- **Data to process**
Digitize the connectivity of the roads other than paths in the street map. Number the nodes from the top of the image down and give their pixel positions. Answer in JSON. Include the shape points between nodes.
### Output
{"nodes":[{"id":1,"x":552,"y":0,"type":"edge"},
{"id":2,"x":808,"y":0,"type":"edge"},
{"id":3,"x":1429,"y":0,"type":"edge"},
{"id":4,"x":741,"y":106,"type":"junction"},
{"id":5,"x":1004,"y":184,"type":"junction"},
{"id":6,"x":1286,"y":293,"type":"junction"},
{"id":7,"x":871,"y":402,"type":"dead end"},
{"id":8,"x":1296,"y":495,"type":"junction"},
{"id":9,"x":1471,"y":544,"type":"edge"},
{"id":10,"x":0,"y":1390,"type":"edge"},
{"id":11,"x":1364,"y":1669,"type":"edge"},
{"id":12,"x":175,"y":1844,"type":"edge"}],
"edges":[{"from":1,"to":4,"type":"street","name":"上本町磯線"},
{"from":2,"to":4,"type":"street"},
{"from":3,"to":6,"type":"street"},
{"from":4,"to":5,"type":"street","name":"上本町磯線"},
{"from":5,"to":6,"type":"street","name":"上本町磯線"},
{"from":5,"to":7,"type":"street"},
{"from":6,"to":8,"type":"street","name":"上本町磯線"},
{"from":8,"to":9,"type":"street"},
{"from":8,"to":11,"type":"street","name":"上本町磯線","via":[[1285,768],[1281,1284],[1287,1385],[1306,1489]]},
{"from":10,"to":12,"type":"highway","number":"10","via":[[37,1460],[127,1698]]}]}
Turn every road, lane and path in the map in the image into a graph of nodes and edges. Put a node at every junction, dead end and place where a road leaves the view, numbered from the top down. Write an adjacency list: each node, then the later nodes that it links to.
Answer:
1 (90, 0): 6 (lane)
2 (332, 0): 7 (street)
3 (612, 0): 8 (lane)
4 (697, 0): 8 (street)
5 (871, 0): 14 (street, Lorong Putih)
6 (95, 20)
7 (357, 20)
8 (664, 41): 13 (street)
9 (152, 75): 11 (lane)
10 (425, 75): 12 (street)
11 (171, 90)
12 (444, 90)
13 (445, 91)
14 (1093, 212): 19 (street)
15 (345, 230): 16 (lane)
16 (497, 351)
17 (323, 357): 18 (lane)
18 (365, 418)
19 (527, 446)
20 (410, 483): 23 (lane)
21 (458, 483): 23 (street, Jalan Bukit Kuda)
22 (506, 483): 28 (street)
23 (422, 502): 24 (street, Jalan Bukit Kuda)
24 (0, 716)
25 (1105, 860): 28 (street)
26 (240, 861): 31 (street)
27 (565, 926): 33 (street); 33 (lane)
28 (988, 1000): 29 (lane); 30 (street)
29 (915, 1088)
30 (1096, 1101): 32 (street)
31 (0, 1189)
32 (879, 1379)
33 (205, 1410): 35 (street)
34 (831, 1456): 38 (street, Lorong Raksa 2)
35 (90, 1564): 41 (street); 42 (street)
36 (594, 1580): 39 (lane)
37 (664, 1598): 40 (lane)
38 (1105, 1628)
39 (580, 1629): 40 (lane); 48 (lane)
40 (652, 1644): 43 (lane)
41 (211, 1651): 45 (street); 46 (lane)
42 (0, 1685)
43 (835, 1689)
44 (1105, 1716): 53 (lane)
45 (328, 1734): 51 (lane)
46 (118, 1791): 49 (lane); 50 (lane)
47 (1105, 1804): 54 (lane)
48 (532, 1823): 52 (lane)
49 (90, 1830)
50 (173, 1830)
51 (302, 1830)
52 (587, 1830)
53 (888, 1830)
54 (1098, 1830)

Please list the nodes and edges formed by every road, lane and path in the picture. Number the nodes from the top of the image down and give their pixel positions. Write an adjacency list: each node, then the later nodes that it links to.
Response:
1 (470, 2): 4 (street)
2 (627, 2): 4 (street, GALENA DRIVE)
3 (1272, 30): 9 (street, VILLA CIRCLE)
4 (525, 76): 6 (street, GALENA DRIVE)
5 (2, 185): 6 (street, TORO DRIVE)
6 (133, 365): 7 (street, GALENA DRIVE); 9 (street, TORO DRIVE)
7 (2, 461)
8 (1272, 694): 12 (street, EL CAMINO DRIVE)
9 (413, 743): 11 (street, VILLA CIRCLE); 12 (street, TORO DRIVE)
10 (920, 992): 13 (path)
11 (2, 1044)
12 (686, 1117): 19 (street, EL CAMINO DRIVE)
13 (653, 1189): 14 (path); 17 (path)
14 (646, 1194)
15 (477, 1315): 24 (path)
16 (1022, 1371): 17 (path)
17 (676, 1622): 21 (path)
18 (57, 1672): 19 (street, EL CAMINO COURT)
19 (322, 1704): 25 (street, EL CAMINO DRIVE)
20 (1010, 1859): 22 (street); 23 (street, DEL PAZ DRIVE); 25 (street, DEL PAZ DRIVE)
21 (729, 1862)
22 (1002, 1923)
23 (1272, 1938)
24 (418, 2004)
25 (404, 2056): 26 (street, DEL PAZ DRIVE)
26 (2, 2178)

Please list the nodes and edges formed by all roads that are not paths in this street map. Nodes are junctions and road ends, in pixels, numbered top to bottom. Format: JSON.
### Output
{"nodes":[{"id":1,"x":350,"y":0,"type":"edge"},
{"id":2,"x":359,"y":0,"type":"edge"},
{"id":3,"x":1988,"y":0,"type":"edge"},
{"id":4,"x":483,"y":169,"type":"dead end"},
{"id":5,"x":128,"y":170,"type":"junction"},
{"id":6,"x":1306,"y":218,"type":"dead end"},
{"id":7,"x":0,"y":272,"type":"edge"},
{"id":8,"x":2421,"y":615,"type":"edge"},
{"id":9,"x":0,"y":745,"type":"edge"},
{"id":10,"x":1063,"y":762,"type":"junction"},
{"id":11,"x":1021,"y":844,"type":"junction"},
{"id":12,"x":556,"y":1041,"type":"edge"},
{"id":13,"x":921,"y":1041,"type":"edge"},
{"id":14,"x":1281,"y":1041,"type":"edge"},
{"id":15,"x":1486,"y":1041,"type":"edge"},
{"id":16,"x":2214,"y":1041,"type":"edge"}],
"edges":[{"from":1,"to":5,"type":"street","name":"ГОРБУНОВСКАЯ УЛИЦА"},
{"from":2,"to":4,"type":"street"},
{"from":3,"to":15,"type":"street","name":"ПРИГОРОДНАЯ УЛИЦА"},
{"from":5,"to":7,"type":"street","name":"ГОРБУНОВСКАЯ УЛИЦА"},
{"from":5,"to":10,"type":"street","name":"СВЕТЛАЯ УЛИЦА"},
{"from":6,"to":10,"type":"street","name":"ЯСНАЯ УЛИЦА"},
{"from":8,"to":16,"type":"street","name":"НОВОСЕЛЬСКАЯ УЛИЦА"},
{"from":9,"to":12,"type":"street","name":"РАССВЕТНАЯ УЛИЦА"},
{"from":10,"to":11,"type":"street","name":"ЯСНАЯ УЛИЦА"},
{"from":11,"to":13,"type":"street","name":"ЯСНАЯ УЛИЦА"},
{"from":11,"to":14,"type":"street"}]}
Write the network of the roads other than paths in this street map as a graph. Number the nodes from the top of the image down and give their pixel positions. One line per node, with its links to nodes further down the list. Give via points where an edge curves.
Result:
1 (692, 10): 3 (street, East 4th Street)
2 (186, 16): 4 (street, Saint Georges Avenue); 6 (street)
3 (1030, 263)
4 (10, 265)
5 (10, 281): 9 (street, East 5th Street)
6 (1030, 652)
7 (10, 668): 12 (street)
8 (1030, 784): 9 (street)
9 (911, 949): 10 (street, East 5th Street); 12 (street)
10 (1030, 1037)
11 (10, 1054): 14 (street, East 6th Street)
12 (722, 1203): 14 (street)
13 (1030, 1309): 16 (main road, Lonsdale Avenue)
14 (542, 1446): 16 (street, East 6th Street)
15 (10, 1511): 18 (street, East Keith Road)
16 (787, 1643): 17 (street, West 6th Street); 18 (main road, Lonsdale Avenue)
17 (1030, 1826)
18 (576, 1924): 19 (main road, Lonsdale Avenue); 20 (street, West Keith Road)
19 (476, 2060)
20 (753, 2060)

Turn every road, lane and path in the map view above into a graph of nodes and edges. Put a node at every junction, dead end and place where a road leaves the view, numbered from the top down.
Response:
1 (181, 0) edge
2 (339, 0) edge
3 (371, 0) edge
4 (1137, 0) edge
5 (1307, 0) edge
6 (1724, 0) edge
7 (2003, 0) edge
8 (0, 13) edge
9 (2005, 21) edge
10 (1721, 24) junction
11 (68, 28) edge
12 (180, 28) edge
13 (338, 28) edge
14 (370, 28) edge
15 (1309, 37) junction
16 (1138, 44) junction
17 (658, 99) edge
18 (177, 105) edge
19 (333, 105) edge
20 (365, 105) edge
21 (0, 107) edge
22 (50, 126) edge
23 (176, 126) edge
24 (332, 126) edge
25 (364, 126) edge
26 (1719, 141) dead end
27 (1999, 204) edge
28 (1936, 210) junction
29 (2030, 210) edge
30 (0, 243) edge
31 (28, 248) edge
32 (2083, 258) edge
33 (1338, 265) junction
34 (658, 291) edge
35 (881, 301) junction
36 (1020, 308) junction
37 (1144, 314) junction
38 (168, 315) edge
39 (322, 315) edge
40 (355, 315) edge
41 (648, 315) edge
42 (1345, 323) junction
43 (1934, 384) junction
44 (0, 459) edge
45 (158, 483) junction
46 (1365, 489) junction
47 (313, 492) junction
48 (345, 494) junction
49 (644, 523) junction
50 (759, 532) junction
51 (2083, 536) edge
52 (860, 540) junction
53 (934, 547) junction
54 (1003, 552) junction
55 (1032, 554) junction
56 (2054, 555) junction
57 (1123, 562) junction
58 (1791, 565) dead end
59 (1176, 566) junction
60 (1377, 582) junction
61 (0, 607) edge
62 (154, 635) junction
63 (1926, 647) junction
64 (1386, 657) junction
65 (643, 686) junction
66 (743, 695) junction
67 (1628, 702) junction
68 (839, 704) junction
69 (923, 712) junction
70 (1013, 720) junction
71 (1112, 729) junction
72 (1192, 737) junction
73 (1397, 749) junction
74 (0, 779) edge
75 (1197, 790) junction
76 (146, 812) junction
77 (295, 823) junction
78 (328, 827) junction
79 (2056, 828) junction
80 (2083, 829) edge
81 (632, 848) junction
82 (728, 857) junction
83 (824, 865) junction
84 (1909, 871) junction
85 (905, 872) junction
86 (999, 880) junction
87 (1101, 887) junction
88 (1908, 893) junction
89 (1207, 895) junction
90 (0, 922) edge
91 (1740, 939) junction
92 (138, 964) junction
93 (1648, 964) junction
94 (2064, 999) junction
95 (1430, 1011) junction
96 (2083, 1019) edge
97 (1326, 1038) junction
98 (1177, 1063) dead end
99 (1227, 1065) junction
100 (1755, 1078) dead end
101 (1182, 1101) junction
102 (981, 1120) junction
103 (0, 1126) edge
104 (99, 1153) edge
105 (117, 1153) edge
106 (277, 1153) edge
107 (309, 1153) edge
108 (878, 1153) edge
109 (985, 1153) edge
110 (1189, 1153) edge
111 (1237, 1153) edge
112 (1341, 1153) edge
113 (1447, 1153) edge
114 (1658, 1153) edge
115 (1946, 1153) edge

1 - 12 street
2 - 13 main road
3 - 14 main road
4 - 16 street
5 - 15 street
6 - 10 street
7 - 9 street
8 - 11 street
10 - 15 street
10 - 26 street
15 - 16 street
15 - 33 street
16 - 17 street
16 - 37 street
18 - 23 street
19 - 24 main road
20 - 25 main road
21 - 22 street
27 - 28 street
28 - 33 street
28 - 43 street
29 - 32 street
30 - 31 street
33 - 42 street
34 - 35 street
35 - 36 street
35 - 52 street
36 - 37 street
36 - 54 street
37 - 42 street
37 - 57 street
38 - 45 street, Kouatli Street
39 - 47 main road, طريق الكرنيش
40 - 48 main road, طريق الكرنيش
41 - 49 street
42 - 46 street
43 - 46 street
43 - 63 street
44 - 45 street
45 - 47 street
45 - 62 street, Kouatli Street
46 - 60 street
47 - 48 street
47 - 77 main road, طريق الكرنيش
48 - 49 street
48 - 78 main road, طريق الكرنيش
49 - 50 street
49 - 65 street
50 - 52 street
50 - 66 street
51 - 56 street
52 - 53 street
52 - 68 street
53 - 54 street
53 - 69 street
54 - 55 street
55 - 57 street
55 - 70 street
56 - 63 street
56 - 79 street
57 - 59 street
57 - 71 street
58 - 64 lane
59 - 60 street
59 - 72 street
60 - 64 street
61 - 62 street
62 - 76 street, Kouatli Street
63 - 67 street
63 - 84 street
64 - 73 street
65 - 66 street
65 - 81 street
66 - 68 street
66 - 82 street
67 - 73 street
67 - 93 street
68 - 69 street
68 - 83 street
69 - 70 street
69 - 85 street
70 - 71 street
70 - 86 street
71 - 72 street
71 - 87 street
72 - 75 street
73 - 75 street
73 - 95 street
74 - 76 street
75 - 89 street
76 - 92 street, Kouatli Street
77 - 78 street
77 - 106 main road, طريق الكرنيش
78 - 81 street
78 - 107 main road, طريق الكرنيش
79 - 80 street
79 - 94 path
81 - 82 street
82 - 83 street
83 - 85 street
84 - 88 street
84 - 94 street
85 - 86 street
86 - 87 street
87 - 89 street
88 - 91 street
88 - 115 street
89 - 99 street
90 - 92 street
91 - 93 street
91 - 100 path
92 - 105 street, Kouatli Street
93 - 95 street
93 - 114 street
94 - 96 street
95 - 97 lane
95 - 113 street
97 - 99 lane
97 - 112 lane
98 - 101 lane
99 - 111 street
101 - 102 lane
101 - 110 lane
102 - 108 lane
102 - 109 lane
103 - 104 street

- **What is needed**
Filter the entries down to the lines with the word "TORO" in them.

- **Exercise solution**
5 (2, 185): 6 (street, TORO DRIVE)
6 (133, 365): 7 (street, GALENA DRIVE); 9 (street, TORO DRIVE)
9 (413, 743): 11 (street, VILLA CIRCLE); 12 (street, TORO DRIVE)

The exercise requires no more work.